For those of you with divorced parents how did you deal with seating
arrangements at your wedding and reception? Both my parents are
bringing dates. Do they get to sit in the front row or do they sit
elsewhere? Also who would escort my mom down the aisle?
Wedding Countdown Ticker

Re: those with divorced parents wdyd??????

  • edited December 2011
    It is acceptable to sit both sets of parents in the front row.  For the reception, you can sit them at different tables. It is also accepteble for your mom's SO to walk her down the aisle if you do not have another person that is serving in the capacity of Usher. 


    Anniversary
  • edited December 2011
    My parents are divorced and don't speak to each other but I made it CRYSTAL CLEAR they both better be on thier best behavior on my wedding day.  Both are remarried too.  Both of my parents are walking me down the aisle and both will sit on the front row on my side.  At the reception they will be at different tables but we are having a sweet heart table so where they sit won't much matter.  As long as both table are close to the sweetheart table they will be fine.  The most important thing is to talk to both parent BEFORE the big day.  Explain to them how important it is for you to have both of them there and that you don't want any drama.  Your mother can be escorted to her seat by an usher or even her date.
    Wedding Countdown Ticker Follow Me on Pinterest
  • edited December 2011
    thats just it my parents are divorced but are VERY amicable with each other lol....when my dad visits she lets him stay at her house and vice versa......my dad is walking me down the aisle my mom is bringing her on again off again so and my dad is bringing some random 35 y/o he is casually dating ( i'm just glad she's older than me this time!!) anyways i was wondering how do i sit them on the day of....i may just sit them and their dates on the front row just to appease everyone.....smh......the reception is where i'm having my issue b/c we are having 8seats per table and we have 4 kids which will take up half the table ....FI's dad is paralyzed on 1 side so he has his cna and her husband in attendance with him so we are having a hard time trying to figure out the seating for the parents as his parents are also divorced and his mom is bringing her long time SO and his 2 kids and their 2 kids....
    Wedding Countdown Ticker
  • edited December 2011
    My mother & step mom get along VERY WELL & always have. So they all sat on the front row. My ushers escorted my mom & stepmom down the aisle (separately of course). At the reception, my mom sat with her siblings & my grandparents, and my father & stepmom sat with my dad's family.

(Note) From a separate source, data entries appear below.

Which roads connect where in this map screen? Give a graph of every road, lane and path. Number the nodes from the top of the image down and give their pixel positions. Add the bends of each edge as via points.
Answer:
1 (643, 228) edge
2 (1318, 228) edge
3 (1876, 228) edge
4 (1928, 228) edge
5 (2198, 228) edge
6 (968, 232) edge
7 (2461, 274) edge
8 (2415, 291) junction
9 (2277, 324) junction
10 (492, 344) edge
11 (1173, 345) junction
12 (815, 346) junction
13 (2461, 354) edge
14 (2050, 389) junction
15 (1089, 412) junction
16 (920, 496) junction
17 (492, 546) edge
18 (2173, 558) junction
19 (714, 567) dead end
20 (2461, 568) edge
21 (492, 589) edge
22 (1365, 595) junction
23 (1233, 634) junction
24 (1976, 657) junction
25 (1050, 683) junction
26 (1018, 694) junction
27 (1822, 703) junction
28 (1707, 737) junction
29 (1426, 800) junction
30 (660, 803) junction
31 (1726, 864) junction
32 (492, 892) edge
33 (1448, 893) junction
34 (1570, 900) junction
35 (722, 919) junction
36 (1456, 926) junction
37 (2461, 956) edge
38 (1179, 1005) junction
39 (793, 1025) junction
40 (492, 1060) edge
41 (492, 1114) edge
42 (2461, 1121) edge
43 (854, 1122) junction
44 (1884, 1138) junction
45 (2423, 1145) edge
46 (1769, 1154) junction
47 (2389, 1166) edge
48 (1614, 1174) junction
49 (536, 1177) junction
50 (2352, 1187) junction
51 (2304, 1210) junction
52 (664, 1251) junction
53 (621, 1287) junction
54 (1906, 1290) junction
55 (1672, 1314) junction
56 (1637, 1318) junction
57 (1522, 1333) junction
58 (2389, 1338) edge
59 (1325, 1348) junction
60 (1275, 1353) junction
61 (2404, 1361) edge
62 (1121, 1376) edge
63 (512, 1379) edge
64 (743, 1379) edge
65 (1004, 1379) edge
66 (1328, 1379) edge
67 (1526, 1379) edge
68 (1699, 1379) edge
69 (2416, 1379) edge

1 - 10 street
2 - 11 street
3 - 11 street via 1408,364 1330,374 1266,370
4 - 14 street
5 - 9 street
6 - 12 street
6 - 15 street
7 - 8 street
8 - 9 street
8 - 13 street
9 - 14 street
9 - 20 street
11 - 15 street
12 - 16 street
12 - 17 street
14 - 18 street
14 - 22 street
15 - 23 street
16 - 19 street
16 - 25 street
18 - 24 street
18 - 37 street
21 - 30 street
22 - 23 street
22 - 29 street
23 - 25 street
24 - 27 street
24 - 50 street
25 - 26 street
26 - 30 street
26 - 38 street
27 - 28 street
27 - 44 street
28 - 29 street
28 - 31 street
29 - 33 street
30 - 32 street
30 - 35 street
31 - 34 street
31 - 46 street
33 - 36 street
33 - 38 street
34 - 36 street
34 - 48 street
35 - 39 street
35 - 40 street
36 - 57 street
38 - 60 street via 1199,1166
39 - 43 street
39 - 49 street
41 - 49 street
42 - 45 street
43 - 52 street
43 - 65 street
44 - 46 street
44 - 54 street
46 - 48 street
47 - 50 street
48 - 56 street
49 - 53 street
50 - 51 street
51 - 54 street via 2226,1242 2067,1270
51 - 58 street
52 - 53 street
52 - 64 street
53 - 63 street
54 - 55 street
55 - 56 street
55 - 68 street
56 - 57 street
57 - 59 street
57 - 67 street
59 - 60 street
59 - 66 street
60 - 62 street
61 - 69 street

    So it really depends if they get along. Also, for the reception, other family members invited, and # of seats to a table.
    Image and video hosting by TinyPic Daisypath Anniversary tickers
  • flawlessfayflawlessfay member
    First Comment
    edited December 2011
    Hubby's parents are divorced and are still very close so it was very easy with me as far as seating arrangements. His mom and step mom and BEYOND tight. It was weird for me at first but they actually adore each other. His parents actually walked down the aisle together and we even sat down together.
    Mrs-Flawless-Pitts
  • TNMurrayTNMurray member
    First Comment
    edited December 2011
    My parents were never married but my mom is married and my dad has a girlfriend. My parents get along very well. At the wedding they will be sitting on the first row together. At the recption they are sitting at the same table. Both families are extremely small and fit at the one table. They were instructed to be on their best behavior. 
  • missqueensmissqueens member
    First Anniversary First Comment
    edited December 2011

    My divorced parents do not get along, and my mom hates my dad's wife (who was my dad's jump-off before my parent's divorced).. Tongue outSO, needless to say, this is something I've thought about a LOT. However, over the last few years, they have managed to co-exist for big occasions.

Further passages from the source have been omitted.